*** RAW DATA Section Begins ***
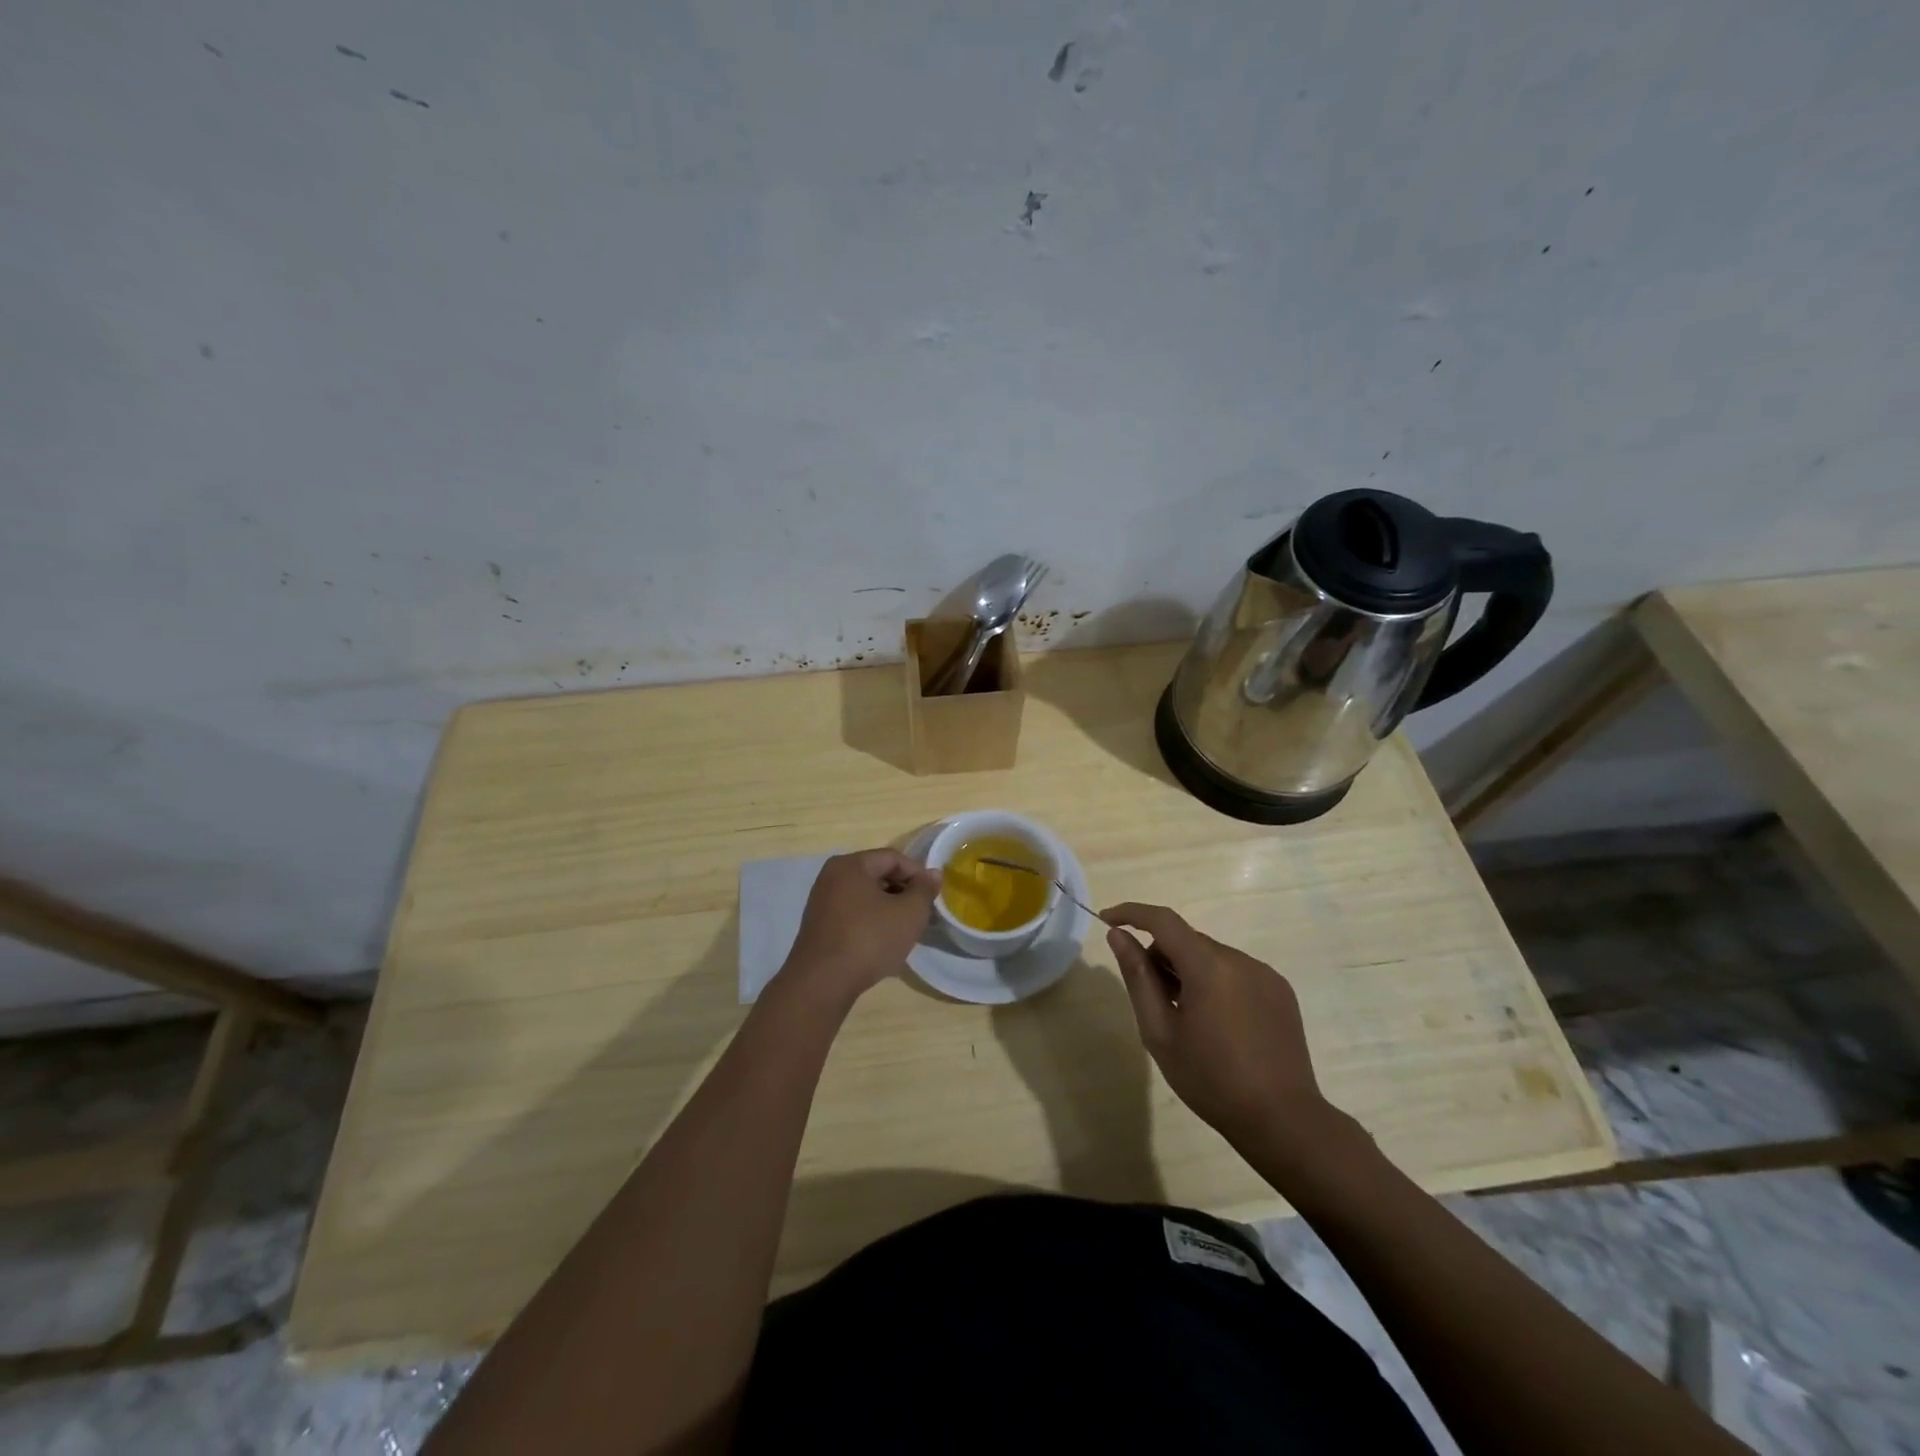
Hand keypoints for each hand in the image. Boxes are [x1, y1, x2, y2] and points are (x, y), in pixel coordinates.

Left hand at [781, 849, 940, 1006]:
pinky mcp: (819, 927)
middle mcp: (832, 877)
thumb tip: (933, 873)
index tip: (932, 896)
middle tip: (922, 914)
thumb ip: (924, 889)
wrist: (822, 983)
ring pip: (866, 898)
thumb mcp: (909, 913)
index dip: (918, 874)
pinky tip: (883, 945)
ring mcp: (822, 902)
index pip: (893, 858)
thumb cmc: (869, 939)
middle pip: (877, 875)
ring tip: (906, 931)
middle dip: (903, 892)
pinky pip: (853, 915)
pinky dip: (871, 923)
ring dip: (889, 910)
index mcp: (850, 865)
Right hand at [1102, 902, 1332, 1150]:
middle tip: (1149, 996)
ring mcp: (1264, 974)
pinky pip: (1236, 972)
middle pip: (1187, 940)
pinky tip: (1218, 1024)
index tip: (1108, 921)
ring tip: (1186, 1017)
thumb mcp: (1160, 1032)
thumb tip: (1119, 937)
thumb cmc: (1211, 1079)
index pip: (1163, 920)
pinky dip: (1216, 982)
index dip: (1131, 914)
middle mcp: (1240, 959)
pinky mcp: (1280, 991)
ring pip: (1212, 956)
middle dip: (1161, 955)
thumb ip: (1138, 977)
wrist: (1282, 1120)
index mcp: (1208, 966)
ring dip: (1189, 970)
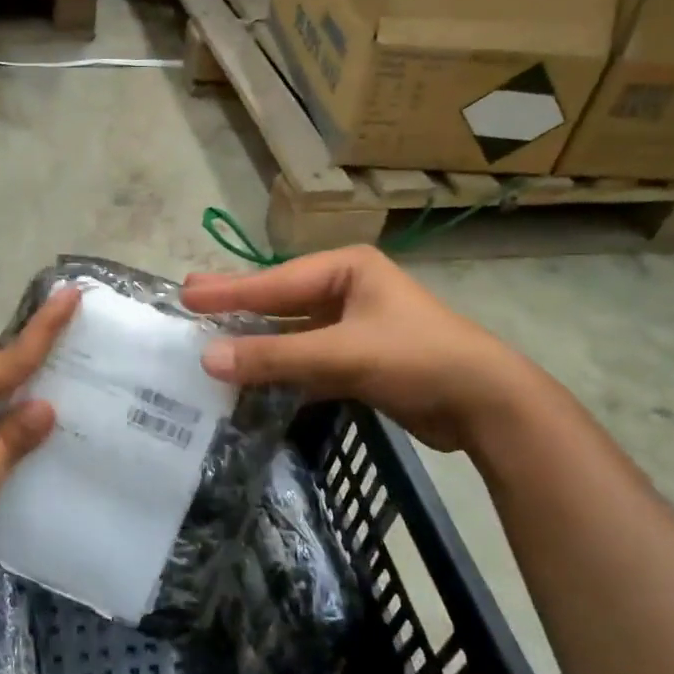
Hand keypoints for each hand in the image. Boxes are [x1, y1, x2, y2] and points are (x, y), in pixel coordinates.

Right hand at [182, 246, 530, 452]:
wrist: (486, 404)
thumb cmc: (416, 358)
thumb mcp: (341, 353)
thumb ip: (275, 357)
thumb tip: (207, 360)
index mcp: (348, 269)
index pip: (276, 280)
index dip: (230, 290)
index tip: (186, 293)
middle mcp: (349, 290)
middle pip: (281, 300)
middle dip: (238, 306)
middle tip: (191, 302)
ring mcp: (355, 326)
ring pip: (294, 333)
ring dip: (258, 343)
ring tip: (213, 343)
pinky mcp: (360, 361)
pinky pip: (309, 360)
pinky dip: (282, 370)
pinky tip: (252, 379)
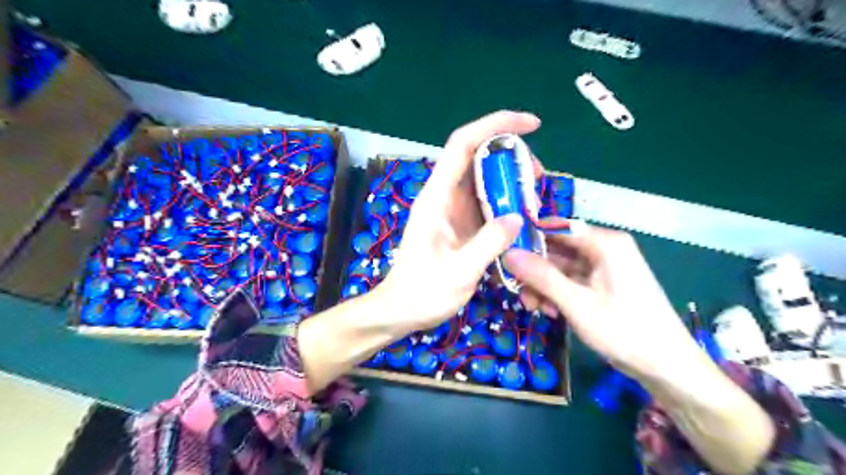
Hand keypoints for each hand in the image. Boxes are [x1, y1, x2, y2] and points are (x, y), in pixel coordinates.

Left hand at [374, 112, 533, 333]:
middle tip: (540, 178)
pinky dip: (507, 202)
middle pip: (478, 157)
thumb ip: (487, 244)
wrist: (401, 310)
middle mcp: (444, 197)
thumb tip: (517, 216)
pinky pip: (487, 202)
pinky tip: (524, 216)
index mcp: (436, 198)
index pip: (463, 144)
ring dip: (512, 181)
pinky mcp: (460, 224)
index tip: (532, 125)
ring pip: (485, 179)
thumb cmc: (422, 293)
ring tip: (537, 198)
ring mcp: (452, 210)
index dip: (495, 125)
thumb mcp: (458, 273)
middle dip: (512, 157)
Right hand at [501, 226, 701, 381]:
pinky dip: (557, 294)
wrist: (666, 367)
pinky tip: (550, 312)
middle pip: (558, 249)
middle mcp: (605, 249)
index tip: (504, 251)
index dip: (529, 236)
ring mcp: (604, 269)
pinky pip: (572, 282)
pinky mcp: (603, 286)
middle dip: (535, 269)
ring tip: (533, 307)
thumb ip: (541, 276)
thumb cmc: (624, 330)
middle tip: (517, 289)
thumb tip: (507, 253)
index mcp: (605, 243)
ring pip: (562, 268)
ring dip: (544, 285)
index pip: (558, 226)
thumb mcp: (576, 303)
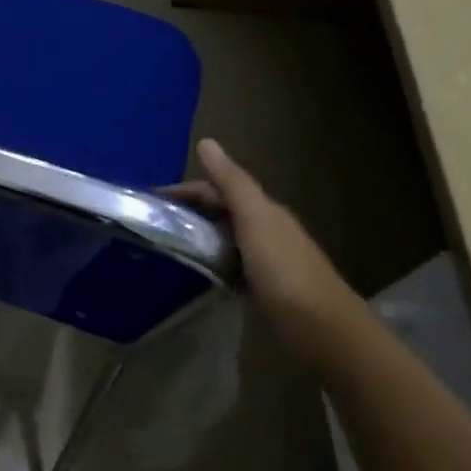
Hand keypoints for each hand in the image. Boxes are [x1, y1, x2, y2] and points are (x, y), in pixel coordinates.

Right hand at [165, 139, 356, 332]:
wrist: (321, 328)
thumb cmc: (284, 270)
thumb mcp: (254, 219)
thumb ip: (231, 182)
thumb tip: (206, 141)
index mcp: (263, 210)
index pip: (216, 190)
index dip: (183, 191)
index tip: (148, 201)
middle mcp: (264, 229)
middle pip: (218, 212)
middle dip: (186, 212)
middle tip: (150, 224)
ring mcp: (264, 260)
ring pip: (221, 239)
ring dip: (195, 237)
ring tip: (162, 246)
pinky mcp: (261, 287)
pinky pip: (226, 265)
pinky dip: (207, 262)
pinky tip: (191, 272)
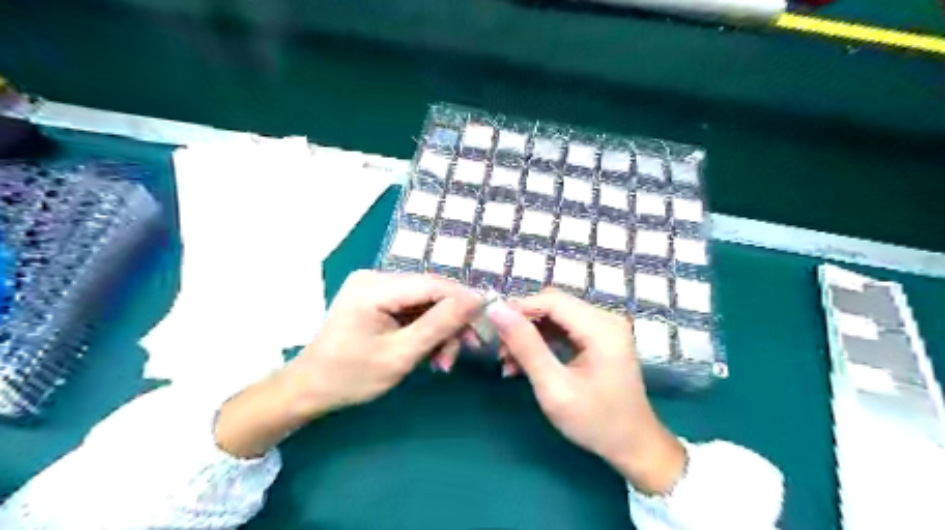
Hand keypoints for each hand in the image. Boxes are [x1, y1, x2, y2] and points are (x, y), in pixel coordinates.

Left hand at [212, 272, 479, 456]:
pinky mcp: (377, 300)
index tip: (488, 321)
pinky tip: (431, 354)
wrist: (309, 389)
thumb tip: (476, 300)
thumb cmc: (350, 376)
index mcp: (375, 286)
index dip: (464, 299)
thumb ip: (439, 325)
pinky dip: (426, 331)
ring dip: (440, 331)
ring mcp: (375, 288)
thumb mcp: (400, 355)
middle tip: (469, 349)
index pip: (432, 284)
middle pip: (430, 293)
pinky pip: (413, 310)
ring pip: (425, 303)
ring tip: (444, 362)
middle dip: (451, 322)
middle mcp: (376, 278)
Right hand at [487, 289, 688, 491]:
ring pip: (555, 316)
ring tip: (508, 361)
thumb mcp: (554, 387)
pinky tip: (525, 362)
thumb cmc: (595, 421)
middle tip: (500, 350)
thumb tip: (496, 311)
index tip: (492, 329)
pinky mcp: (599, 338)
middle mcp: (605, 318)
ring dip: (529, 334)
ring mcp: (604, 327)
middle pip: (553, 305)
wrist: (633, 446)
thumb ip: (525, 346)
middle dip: (522, 323)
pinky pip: (563, 328)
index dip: (518, 309)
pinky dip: (542, 341)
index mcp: (601, 327)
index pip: (551, 300)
*** RAW DATA Section Ends ***
- WORK TO BE COMPLETED:
Working down from the line that contains "middle pip: (553, 305)", retype each line exactly through the last line of the data, and give nothing else.

- SOLUTION:
middle pip: (553, 305)
wrist: (633, 446)
thumb ip: (525, 346)
middle dip: (522, 323)
pinky pip: (563, 328)
index dip: (518, 309)
pinky dip: (542, 341)
index mcp: (601, 327)
index pip: (551, 300)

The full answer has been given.